Many Shopify stores unintentionally create broken links by deleting products. Because blogs, menus, apps, social posts, and ads often link to those product URLs, deleting a product can cause dozens of broken links overnight.

Use Shopify Product Status Reports

Go to: Products → Inventory → Product Status

Watch for:

  • Unavailable products
  • Archived items
  • Products scheduled for removal

Why Prevention Matters

If a product is deleted:

  • Any internal link pointing to it breaks
  • Any blog linking to it creates SEO loss
  • Any external review linking to it becomes useless
  • Any ad campaign using it wastes budget

To avoid all of that, consider:

  • Archiving instead of deleting
  • Redirecting to the closest alternative product
  • Maintaining the product URL while updating the content

With prevention covered, let’s move on to the action that ties everything together: redirects.

7. Add Smart Redirects in Shopify to Instantly Fix Broken Links

Redirects are the quickest and most reliable way to fix broken URLs. Shopify’s built-in redirect tool is simple, effective, and vital for maintaining both SEO and user experience.

Where to Add Redirects

  • Online Store → Navigation → URL Redirects → Create Redirect

Best Practices

  • Redirect old product URLs to the closest match
  • Redirect broken collection URLs to parent categories
  • Avoid mass redirecting to the homepage
  • Keep redirect chains short
  • Recheck redirects monthly to ensure they remain valid

Redirects ensure customers reach relevant pages even after old URLs become obsolete.

To maintain this system automatically, let’s look at the final piece.

8. Automate Broken Link Monitoring for Long-Term Stability

As your store grows, updates become more frequent. This makes manual checking unrealistic.

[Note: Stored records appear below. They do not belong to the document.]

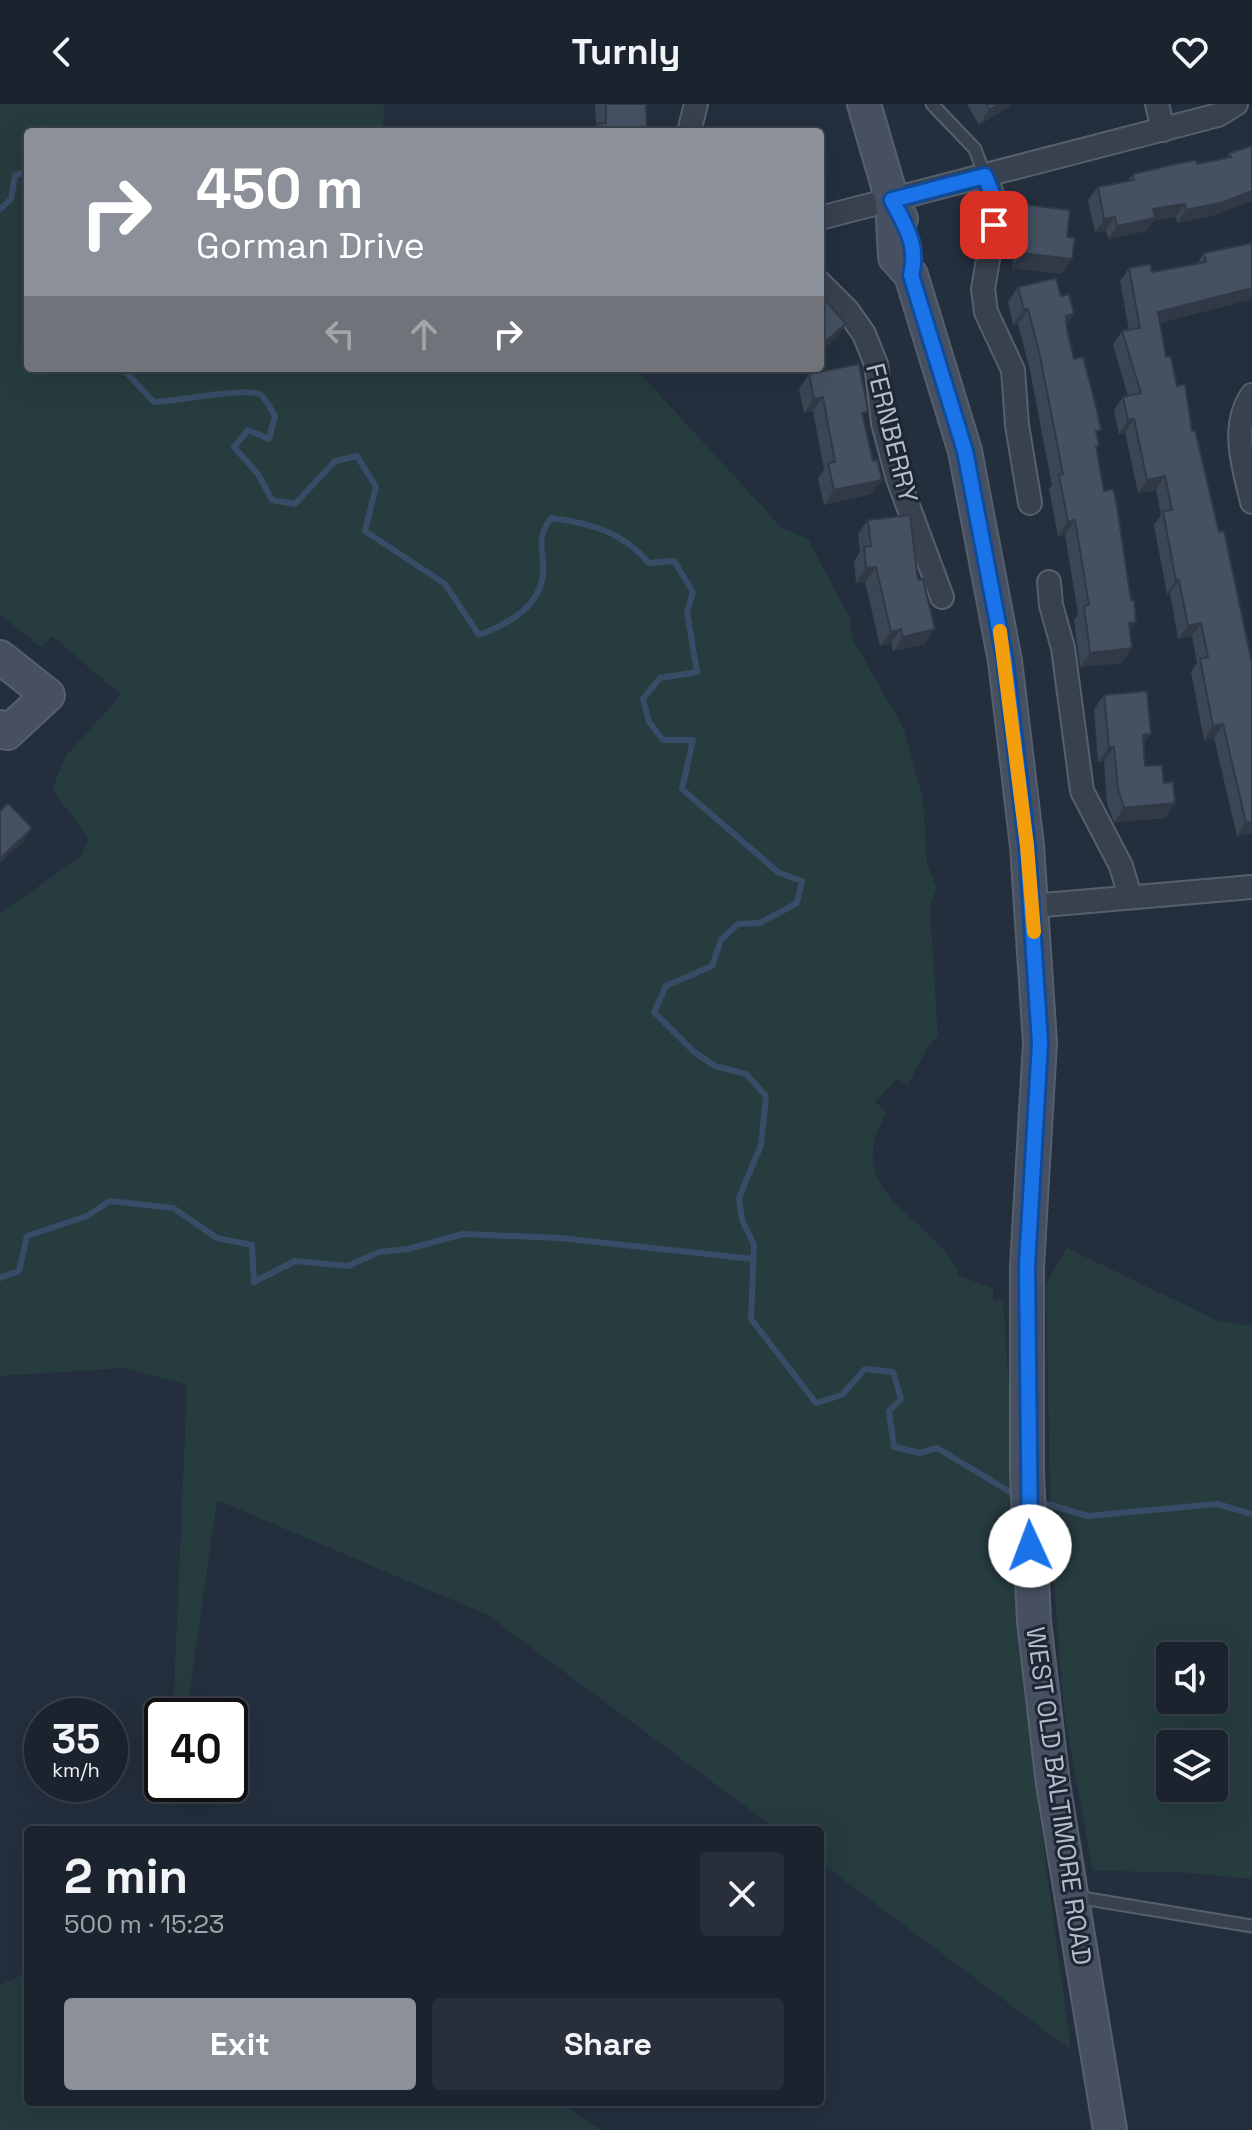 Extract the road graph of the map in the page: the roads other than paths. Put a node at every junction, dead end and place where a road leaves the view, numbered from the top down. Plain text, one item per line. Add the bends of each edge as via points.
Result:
1 (696, 104) edge
2 (864, 104) edge
3 (932, 104) edge
4 (1157, 104) edge
5 (1236, 104) edge
6 (690, 128) edge
7 (1163, 130) junction
8 (985, 176) junction
9 (892, 200) junction
10 (824, 217) edge
11 (824, 287) edge
12 (1252, 395) edge
13 (1252, 502) edge
14 (1030, 503) dead end
15 (1049, 582) dead end
16 (942, 597) dead end
17 (0, 657) edge
18 (2, 733) edge
19 (1252, 887) edge
20 (1130, 896) junction
21 (1032, 906) junction
22 (1072, 1897) junction
23 (1252, 1926) edge
24 (1110, 2130) edge

1 - 6 street
2 - 9 street, WEST OLD BALTIMORE ROAD
3 - 8 lane via 975,149
4 - 7 street
5 - 7 street via 1218,115
7 - 8 street
8 - 9 street
8 - 14 street via 994,199 983,289 986,312 1013,370
9 - 10 street
9 - 21 street, WEST OLD BALTIMORE ROAD via 895,257 911,275 971,481 1005,661
11 - 16 street, FERNBERRY via 864,334 876,364 883,423 898,479
12 - 13 street via 1240,423 1241,457
15 - 20 street via 1082,791 1121,866
17 - 18 street via 48,695
19 - 20 street
20 - 21 street
21 - 22 street, WEST OLD BALTIMORE ROAD via 1040,1043 1027,1266 1027,1474 1034,1621
22 - 23 lane
22 - 24 street, WEST OLD BALTIMORE ROAD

Automation ensures you catch broken links immediately, before they impact sales.

What You Can Automate

  • Weekly broken link checks
  • Blog link monitoring
  • Redirect validation
  • Navigation link audits
  • Product and collection handle monitoring

Tools That Help

Shopify apps and external SEO tools can:

  • Scan for 404s
  • Track deleted plugins or missing images
  • Detect outdated content
  • Alert you instantly when new link issues arise

Automation transforms broken link management from a reactive task into a proactive system that protects your store year-round.

Conclusion

Finding and fixing broken links doesn’t need to be overwhelming. Shopify’s built-in reports give you the perfect starting point by focusing on issues that directly affect real users and active traffic. With strong transitions between each step, the workflow becomes even clearer: identify, prioritize, analyze, fix, and automate.